= Scientology in the Netherlands =

The Church of Scientology has been active in the Netherlands since 1972, opening its first church in Amsterdam in 1974.

The amount of active Scientologists in the Netherlands is not definitively known, but media sources estimate membership to be around 100-200 active members as of 2015.

== History ==
In 2008 as part of Project Chanology, members of Anonymous, attempting to target the digital infrastructure of the church, instead accidentally initiated a cyberattack against a Dutch primary school. In the same year, the church applied to the Dutch Tax and Customs Administration for recognition as a public benefit organization, which would give the church and its donors certain tax benefits.

In 2015, the Church attracted controversy when an undercover journalist from De Volkskrant allegedly received an auditing session from an 11-year-old boy.
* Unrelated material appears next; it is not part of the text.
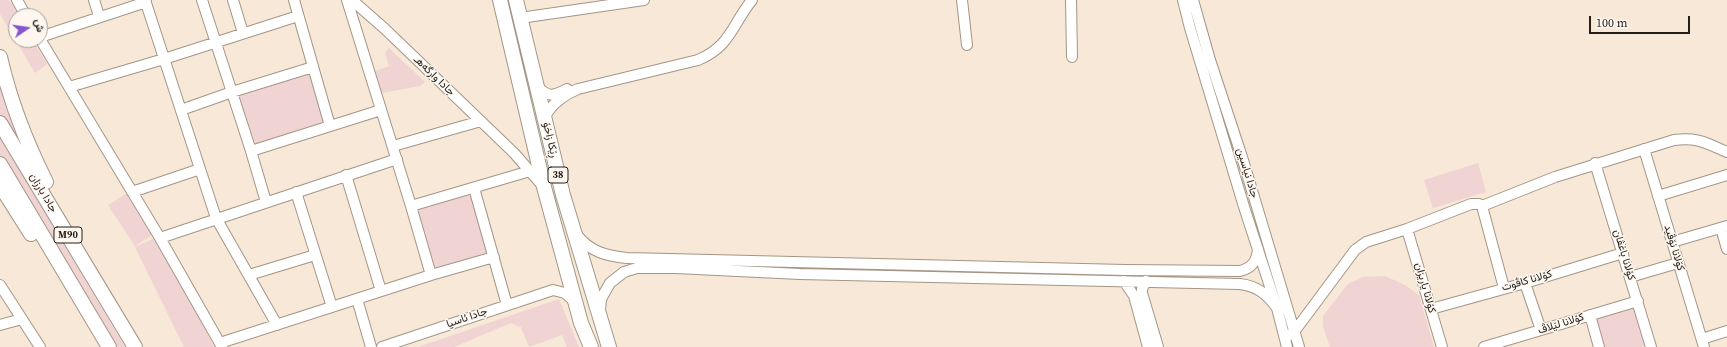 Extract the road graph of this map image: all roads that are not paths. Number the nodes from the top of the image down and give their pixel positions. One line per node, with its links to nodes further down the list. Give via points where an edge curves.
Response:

In 2016, the Supreme Court of the Netherlands ruled that the church and its services offered were operated for commercial purposes, thereby denying their petition for recognition as a public benefit organization.

On October 28, 2017, a new church was opened in Amsterdam with a private ceremony attended by church leader David Miscavige. The church had purchased the property in Amsterdam for approximately €5 million in 2013.

In August 2022, the Dutch government officially recognized Scientology as a religious public benefit organization, reversing earlier court decisions. It was determined by the Dutch Tax and Customs Administration that the activities and practices of the church were of a religious nature and thereby served a public benefit as related to taxation.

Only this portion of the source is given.